WHAT YOU WILL DO: Could you copy every line from the material below in which "rows" appears?

EXERCISE MATERIAL:

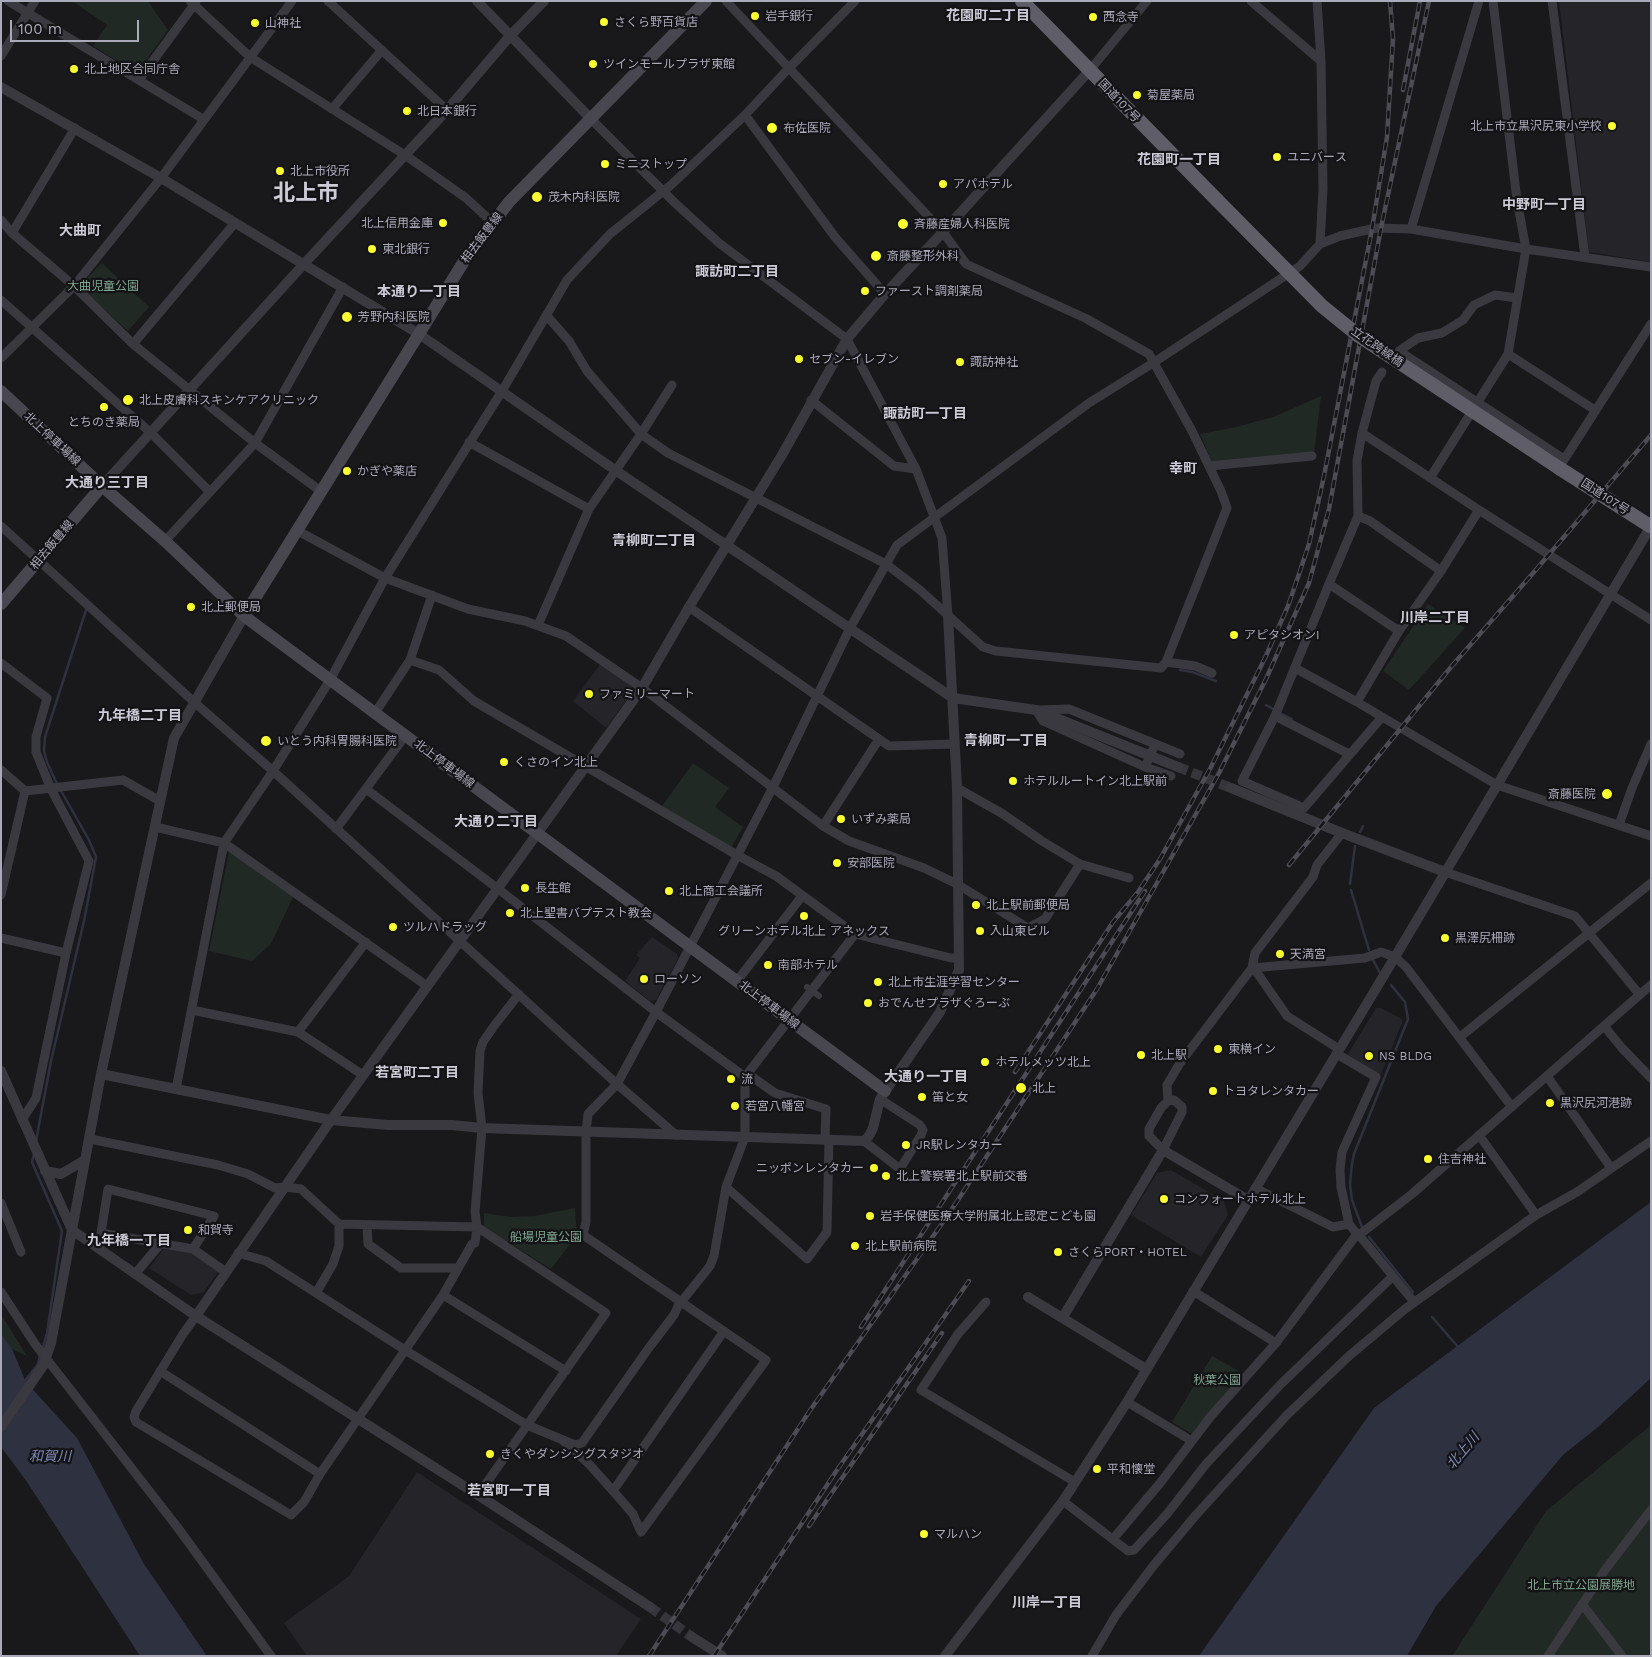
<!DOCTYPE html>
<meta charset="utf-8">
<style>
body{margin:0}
#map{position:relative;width:1652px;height:1657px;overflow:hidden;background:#19181b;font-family:"Work Sans",sans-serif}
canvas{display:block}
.frame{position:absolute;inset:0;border:2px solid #abaabb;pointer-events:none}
.scale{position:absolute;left:10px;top:20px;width:129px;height:22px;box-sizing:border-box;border:2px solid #abaabb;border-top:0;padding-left:6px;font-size:15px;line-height:18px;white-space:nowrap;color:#abaabb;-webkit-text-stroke:4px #141316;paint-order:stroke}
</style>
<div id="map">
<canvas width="1652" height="1657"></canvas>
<div class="frame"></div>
<div class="scale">100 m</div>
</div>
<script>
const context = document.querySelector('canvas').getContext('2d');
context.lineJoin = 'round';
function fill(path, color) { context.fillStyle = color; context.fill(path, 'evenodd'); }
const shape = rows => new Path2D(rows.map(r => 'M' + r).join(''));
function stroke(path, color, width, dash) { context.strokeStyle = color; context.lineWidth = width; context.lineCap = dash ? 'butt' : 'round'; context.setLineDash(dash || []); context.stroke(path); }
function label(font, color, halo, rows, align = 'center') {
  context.font = font + ' "Work Sans","Noto Sans JP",sans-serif'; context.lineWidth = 4.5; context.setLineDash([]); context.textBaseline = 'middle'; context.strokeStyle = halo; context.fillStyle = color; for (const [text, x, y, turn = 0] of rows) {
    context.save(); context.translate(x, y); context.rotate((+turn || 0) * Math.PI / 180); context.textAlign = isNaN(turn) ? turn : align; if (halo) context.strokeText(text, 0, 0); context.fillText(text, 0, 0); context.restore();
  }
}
const built = shape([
 [1559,1,1651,1,1651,262,1589,252],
 [601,663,632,686,633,691,606,728,573,701],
 [652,937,677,954,678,958,656,1000,650,1001,625,981,640,958,636,955],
 [1376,1008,1381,1008,1402,1019,1402,1023,1380,1076,1349,1058,1348,1054],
 [1171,1170,1224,1201,1228,1215,1201,1257,1131,1215,1157,1173],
 [165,1247,186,1250,219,1271,203,1293,191,1295,149,1268],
 [417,1472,641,1619,616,1656,307,1656,284,1623,349,1576]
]);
const green = shape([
 [72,1,148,1,168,30,137,73,93,46,107,25],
 [102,263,149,307,128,331,79,286],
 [1321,396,1314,454,1212,462,1200,434,1236,427,1273,417],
 [1428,604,1465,628,1409,690,1383,671],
 [693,763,729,788,715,807,743,827,731,848,662,806],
 [229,852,293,897,271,944,252,961,209,951],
 [575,1208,577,1235,551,1269,484,1227,484,1213,511,1217,534,1216],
 [1,1314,27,1356,12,1349,1,1335],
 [1212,1356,1244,1374,1192,1434,1172,1422],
 [1651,1425,1651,1656,1452,1656,1546,1511]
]);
const water = shape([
 [1651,1202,1651,1378,1598,1427,1563,1455,1436,1606,1407,1656,1199,1656,1374,1408],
 [1,1334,12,1349,26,1382,77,1438,144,1564,207,1656,140,1656,27,1482,1,1447]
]);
const stream = shape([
 [1180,670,1192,672,1216,681],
 [1266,705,1275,710],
 [1280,713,1292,719],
 [57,784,47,762,44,751,45,737,86,610],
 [1360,832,1363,826],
 [1350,884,1355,846],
 [1351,890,1369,950],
 [1372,958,1380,973],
 [36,1141,51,1061,84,921,96,857,89,840,60,789],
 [34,1154,32,1162,62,1231,47,1333,42,1350],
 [1362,1227,1352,1200,1350,1184,1352,1164,1354,1154,1408,1019,1405,1002,1391,985],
 [1369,1237,1413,1292],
 [1432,1317,1459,1348],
 [24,1382,38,1364,40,1355]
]);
const tertiaryTunnel = shape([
 [1178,767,1231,788],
 [650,1607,692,1637]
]);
const minor = shape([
 [8,1,203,119],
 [190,1,250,57,405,155,466,198,493,223],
 [328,1,447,110],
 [726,1,943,232,966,264,1085,318,1149,354,1192,431,1221,491,1227,508,1166,662],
 [1251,1,1321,61],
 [1317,1,1321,61,1323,189,1320,244],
 [1552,1,1585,257],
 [1,56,35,1],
 [1090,70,1147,1],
 [139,80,196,2],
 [332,109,382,50],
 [745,115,835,237,885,294],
 [590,118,675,203,719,243,847,339,916,469,942,538,948,616],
 [1,220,12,233,74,286,133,344,255,443,322,492],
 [1411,229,1479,1],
 [12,233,75,128],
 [1517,298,1495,295,1474,305,1463,320,1442,333,1418,338,1399,351,1564,459],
 [1,300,151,433,210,492],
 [547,316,569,341,587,371,641,434,668,453,886,564,920,590,983,647,996,651,1161,668,1166,662,1181,664,1195,666,1212,673],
 [133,344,234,224],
 [1508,354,1595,410],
 [1,358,74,286,161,178,292,1],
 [811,400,894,466,916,469],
 [1362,433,1376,381,1382,372],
 [469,442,589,509],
 [1562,463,1651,324],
 [1209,466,1312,456],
 [1430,478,1508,354,1526,249,1517,200,1493,1],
 [1358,516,1370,521,1441,571],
 [1,526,194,702,273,771,617,1084,676,1135],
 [298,531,385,578,468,609,525,621,566,636,642,688,823,826,849,841,924,868,957,884,1028,928,1045,919,1080,864],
 [165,541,255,443,343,287],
 [1329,584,1399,631],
 [689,607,889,746,955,744],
 [538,625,589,509,641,434,672,385],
 [410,660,439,670,474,701,737,855,776,876,855,934,951,958,959,958],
 [1,663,47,698,36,737,36,752,51,789,89,861,66,953,36,1098,22,1120],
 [1295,668,1357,702,1497,785,1651,836],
 [1357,702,1399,631,1441,571,1479,510],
 [1036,710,1043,721,1145,767,1171,776],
 [1038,710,1069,709,1180,754],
 [375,713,410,660,432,595],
 [1275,716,1349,754],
 [1382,717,1304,808,1242,781,1275,716,1329,584,1358,516,1357,461,1362,433,1479,510,1651,620],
 [1,770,25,791,123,780,160,801],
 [957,788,1003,814,1042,841,1080,864,1129,878],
 [1619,825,1632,788,1651,744],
 [823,826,879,739],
 [155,827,224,843,427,986],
 [336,829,405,736],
 [1445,872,1575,916,1639,994],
 [1,895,25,791],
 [1,938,66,953],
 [1252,968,1365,958,1381,952,1395,957,1406,967,1512,1107],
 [1252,968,1258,974,1287,1016,1339,1049],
 [737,981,802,896],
 [192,1010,298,1032,363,1075],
 [1604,1026,1622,1048,1651,1078],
 [298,1032,366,942],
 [1460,1037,1651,883],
 [748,1074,775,1093,826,1109,825,1139],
 [1547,1076,1611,1168],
 [745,1077,855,934],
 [176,1089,224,843,273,771,330,680,385,578,502,391,567,280,610,234,671,185,745,115,789,68,855,1],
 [1174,1100,1182,1107,1182,1112,1163,1150,1149,1136,1149,1129,1161,1108,1168,1101,1174,1100],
 [1168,1101,1167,1085,1180,1063,1252,968,1255,953,1313,877,1317,865,1342,833],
 [1479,1135,1536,1215],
 [90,1139,218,1165,248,1174,275,1188,285,1187,301,1189,339,1224,477,1227,606,1313,478,1495],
 [864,1141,900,1169,921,1135,923,1130,920,1125,880,1099],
 [726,1187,807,1259,827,1232,829,1139],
 [1255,1188,1333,1227,1349,1224],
 [1,1203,21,1252],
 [367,1225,368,1244,401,1268,458,1268],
 [193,1249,214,1216,108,1189,101,1233,193,1249,226,1272],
 [238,1253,266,1261,405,1350,527,1425,575,1445,582,1443,648,1349,674,1315,678,1306,710,1266,714,1256,726,1187,745,1137,745,1077,656,1012,497,888,366,789],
 [135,1274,162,1242],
 [1193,1291,1276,1343],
 [1,1292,35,1344,178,1528,271,1656],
 [316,1293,333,1264,339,1246,339,1224],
 [443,1295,566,1371],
 [986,1302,958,1334,921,1390,1075,1482],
 [1414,1302,1359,1235,1412,1194,1651,985],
 [196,1316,183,1334,136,1411,134,1417,136,1422,291,1515,304,1502,320,1474,443,1295,472,1244,475,1243,477,1227,475,1212,482,1128,478,1093,480,1051,483,1042,494,1026,519,994],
 [160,1371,320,1474],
 [1127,1402,1192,1441],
 [561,1439,589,1464,621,1500,633,1514,641,1532,766,1360,583,1235,586,1222,586,1131,588,1114,617,1084,656,1012,773,787,850,628,897,545,1089,403,1153,363,1300,266,1320,244,1340,236,1376,228,1411,229,1526,249,1651,267],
 [613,1491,724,1331],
 [1063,1501,1128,1551,1134,1550,1167,1514,1206,1464,1280,1385,1392,1277],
 [1113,1539,1161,1482,1211,1416,1276,1343,1357,1234,1349,1224,1341,1187,1340,1170,1342,1152,1376,1077,1337,1054],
 [1582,1604,1622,1656],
 [1092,1656,1116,1615,1154,1565,1196,1515,1287,1415,1349,1356,1405,1309,1536,1215,1577,1192,1651,1141],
 [1548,1656,1605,1570,1651,1510]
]);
const tertiary = shape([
 [477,1,590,118],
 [1,87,161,178,419,334,615,470,953,698,1036,710,1178,767],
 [102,486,303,265,447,110,510,36,544,1],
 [1231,788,1342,833,1445,872],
 [1,1071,72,1230,196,1316,478,1495,650,1607],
 [101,1074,331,1120,388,1125,452,1125,482,1128,864,1141,869,1136,873,1128,880,1099,940,1012,959,970,957,788,948,616],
 [45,1171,61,1174,85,1160],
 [1028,1297,1146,1369],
 [196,1316,331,1120,642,688,689,607,782,455,847,339,885,294,943,232,1090,70],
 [1063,1317,1163,1150,1248,1200],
 [1,1427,43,1366,51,1343,101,1074,174,738,244,616],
 [692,1637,722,1656],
 [945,1656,1063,1501,1127,1402,1395,957,1651,526]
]);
const secondary = shape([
 [1,391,102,486,165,541,244,616,885,1091],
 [1,604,102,486],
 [244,616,466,258,509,202,706,1]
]);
const trunk = shape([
 [1022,1,1217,200],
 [1559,468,1650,526,1651,524]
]);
const rail = shape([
 [1403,90,1420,1],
 [1289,865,1451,667,1534,572,1651,435],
 [1015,1072,1113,922,1138,892,1160,859,1211,767,1265,658,1288,606,1299,574,1309,544,1324,476,1372,229,1387,137,1393,39,1390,1],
 [861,1327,1145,891],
 [809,1526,942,1333],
 [649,1656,811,1409,948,1215,1097,989,1219,773,1266,679,1309,583,1329,509,1381,228,1429,1],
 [714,1656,837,1470,969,1281]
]);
const pedestrianBridge = shape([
 [807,987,819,996]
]);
const minorBridge = shape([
 [1147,763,1153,749]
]);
const trunkBridge = shape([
 [1217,200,1322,306,1359,336,1559,468]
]);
const markers = [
 [755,16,5,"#fafd2e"],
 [1093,17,5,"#fafd2e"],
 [604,22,5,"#fafd2e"],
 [255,23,5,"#fafd2e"],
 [593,64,5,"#fafd2e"],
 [74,69,5,"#fafd2e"],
 [1137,95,5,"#fafd2e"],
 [407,111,5,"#fafd2e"],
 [1612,126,5,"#fafd2e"],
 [772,128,6,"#fafd2e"],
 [1277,157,5,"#fafd2e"],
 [605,164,5,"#fafd2e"],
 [280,171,5,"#fafd2e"],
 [943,184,5,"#fafd2e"],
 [537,197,6,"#fafd2e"],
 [443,223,5,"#fafd2e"],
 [903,224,6,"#fafd2e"],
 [372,249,5,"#fafd2e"],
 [876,256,6,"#fafd2e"],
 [865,291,5,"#fafd2e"],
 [347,317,6,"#fafd2e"],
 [799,359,5,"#fafd2e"],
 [960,362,5,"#fafd2e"],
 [128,400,6,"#fafd2e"],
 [104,407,5,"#fafd2e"],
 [347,471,5,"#fafd2e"],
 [191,607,5,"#fafd2e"],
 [1234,635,5,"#fafd2e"],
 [589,694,5,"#fafd2e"],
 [266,741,6,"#fafd2e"],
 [504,762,5,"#fafd2e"],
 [1013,781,5,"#fafd2e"],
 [1607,794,6,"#fafd2e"],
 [841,819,5,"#fafd2e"],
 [837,863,5,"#fafd2e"],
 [525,888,5,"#fafd2e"],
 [669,891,5,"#fafd2e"],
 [976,905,5,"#fafd2e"],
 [510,913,5,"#fafd2e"],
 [804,916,5,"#fafd2e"],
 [393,927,5,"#fafd2e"],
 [980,931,5,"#fafd2e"],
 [1445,938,5,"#fafd2e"],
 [1280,954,5,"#fafd2e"],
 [768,965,5,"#fafd2e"],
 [644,979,5,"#fafd2e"],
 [878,982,5,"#fafd2e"],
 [868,1003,5,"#fafd2e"],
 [1218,1049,5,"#fafd2e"],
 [1141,1055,5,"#fafd2e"],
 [1369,1056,5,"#fafd2e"],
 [985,1062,5,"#fafd2e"],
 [731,1079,5,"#fafd2e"],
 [1021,1088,6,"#fafd2e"],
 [1213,1091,5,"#fafd2e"],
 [922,1097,5,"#fafd2e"],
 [1550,1103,5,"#fafd2e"],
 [735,1106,5,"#fafd2e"],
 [906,1145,5,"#fafd2e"],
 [1428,1159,5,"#fafd2e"],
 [874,1168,5,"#fafd2e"],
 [886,1176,5,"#fafd2e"],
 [1164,1199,5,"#fafd2e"],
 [870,1216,5,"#fafd2e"],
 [188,1230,5,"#fafd2e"],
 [855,1246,5,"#fafd2e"],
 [1058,1252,5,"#fafd2e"],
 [490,1454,5,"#fafd2e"],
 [1097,1469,5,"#fafd2e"],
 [924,1534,5,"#fafd2e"]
];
const poiNames = [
 ["岩手銀行",765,16],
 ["西念寺",1103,17],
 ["さくら野百貨店",614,22],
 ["山神社",265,23],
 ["ツインモールプラザ東館",603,64],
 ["北上地区合同庁舎",84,69],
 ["菊屋薬局",1147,95],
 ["北日本銀行",417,111],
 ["北上市立黒沢尻東小学校",1602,126,"right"],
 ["布佐医院",783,128],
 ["ユニバース",1287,157],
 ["ミニストップ",615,164],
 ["北上市役所",290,171],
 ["アパホテル",953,184],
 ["茂木内科医院",548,197],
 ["北上信用金庫",433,223,"right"],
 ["斉藤産婦人科医院",914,224],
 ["東北銀行",382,249],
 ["斎藤整形外科",887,256],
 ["ファースト調剤薬局",875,291],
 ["芳野内科医院",358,317],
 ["セブン-イレブン",809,359],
 ["諏訪神社",970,362],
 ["北上皮膚科スキンケアクリニック",139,400],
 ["とちのき薬局",104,422,"center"],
 ["かぎや薬店",357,471],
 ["北上郵便局",201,607],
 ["アピタシオンI",1244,635],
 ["ファミリーマート",599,694],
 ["いとう内科胃腸科医院",277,741],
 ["くさのイン北上",514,762],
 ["ホテルルートイン北上駅前",1023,781],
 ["斎藤医院",1596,794,"right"],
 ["いずみ薬局",851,819],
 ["安部医院",847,863],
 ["長生館",535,888],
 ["北上商工会議所",679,891],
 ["北上駅前郵便局",986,905],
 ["北上聖書バプテスト教会",520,913],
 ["ツルハドラッグ",403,927],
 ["グリーンホテル北上 アネックス",804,931,"center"],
 ["入山東ビル",990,931],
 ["黒澤尻柵跡",1455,938],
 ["天満宮",1290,954],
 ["南部ホテル",778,965],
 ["ローソン",654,979],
 ["北上市生涯学習センター",888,982],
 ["おでんせプラザぐろーぶ",878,1003],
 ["東横イン",1228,1049],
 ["北上駅",1151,1055],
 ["NS BLDG",1379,1056],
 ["ホテルメッツ北上",995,1062],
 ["流",741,1079],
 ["北上",1032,1088],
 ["トヨタレンタカー",1223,1091],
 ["笛と女",932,1097],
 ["黒沢尻河港跡",1560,1103],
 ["若宮八幡宮",745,1106],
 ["JR駅レンタカー",916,1145],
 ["住吉神社",1438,1159],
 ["ニッポンレンタカー",864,1168,"right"],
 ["北上警察署北上駅前交番",896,1176],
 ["コンフォートホテル北上",1174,1199],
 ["岩手保健医療大学附属北上認定こども園",880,1216],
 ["和賀寺",198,1230],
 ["北上駅前病院",865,1246],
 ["さくらPORT・HOTEL",1068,1252],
 ["きくやダンシングスタジオ",500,1454],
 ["平和懐堂",1107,1469],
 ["マルハン",934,1534]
];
const streetNames = [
 ["国道107号",1119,101,46],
 ["相去飯豊線",482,238,-53],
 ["立花跨線橋",1377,347,35],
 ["北上停車場線",52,439,43],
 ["国道107号",1605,497,33],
 ["相去飯豊線",52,545,-50],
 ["北上停車場線",444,764,37],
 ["北上停車場線",769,1005,37]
];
const parkNames = [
 ["大曲児童公園",103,286],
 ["船場児童公園",546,1237],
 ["秋葉公園",1217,1380],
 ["北上市立公園展勝地",1581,1585]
];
const neighbourhoodNames = [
 ["花園町二丁目",988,16],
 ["花園町一丁目",1179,160],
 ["中野町一丁目",1544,205],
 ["大曲町",80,231],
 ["諏訪町二丁目",737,272],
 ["本通り一丁目",419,292],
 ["諏訪町一丁目",925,414],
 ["幸町",1183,469],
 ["大通り三丁目",107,483],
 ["青柳町二丁目",654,541],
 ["川岸二丁目",1435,618],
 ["九年橋二丁目",140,716],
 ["青柳町一丁目",1006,741],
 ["大通り二丁目",496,822],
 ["若宮町二丁目",417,1073],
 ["大通り一丁目",926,1077],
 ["九年橋一丁目",129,1241],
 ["若宮町一丁目",509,1491],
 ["川岸一丁目",1047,1603]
];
const waterNames = [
 ["北上川",1463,1451,-50],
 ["和賀川",50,1457]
];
const townNames = [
 ["北上市",306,194]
];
fill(built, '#252428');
fill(green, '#202924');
fill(water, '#2d3140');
stroke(stream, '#2d3140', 2.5);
stroke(tertiaryTunnel, '#36353b', 10, [10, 5]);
stroke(minor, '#3a3940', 9);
stroke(tertiary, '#3a3940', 10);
stroke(secondary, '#484750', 12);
stroke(trunk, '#5e5d68', 14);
stroke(rail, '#4d4c55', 4.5);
stroke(rail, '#141316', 2.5, [8]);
stroke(pedestrianBridge, '#3a3940', 6);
stroke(minorBridge, '#3a3940', 9);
stroke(trunkBridge, '#5e5d68', 14);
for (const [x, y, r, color] of markers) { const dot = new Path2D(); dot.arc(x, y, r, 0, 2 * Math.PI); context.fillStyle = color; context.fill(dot); stroke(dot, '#141316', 2); }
label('12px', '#abaabb', '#141316', poiNames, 'left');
label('12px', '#abaabb', '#141316', streetNames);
label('12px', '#80a790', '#141316', parkNames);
label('bold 14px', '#cccbd7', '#141316', neighbourhoodNames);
label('italic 14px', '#7f89b8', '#141316', waterNames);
label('bold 22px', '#cccbd7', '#141316', townNames);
</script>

YOUR SOLUTION:
const shape = rows => new Path2D(rows.map(r => 'M' + r).join(''));
function label(font, color, halo, rows, align = 'center') {
  context.font = font + ' "Work Sans","Noto Sans JP",sans-serif'; context.lineWidth = 4.5; context.setLineDash([]); context.textBaseline = 'middle'; context.strokeStyle = halo; context.fillStyle = color; for (const [text, x, y, turn = 0] of rows) {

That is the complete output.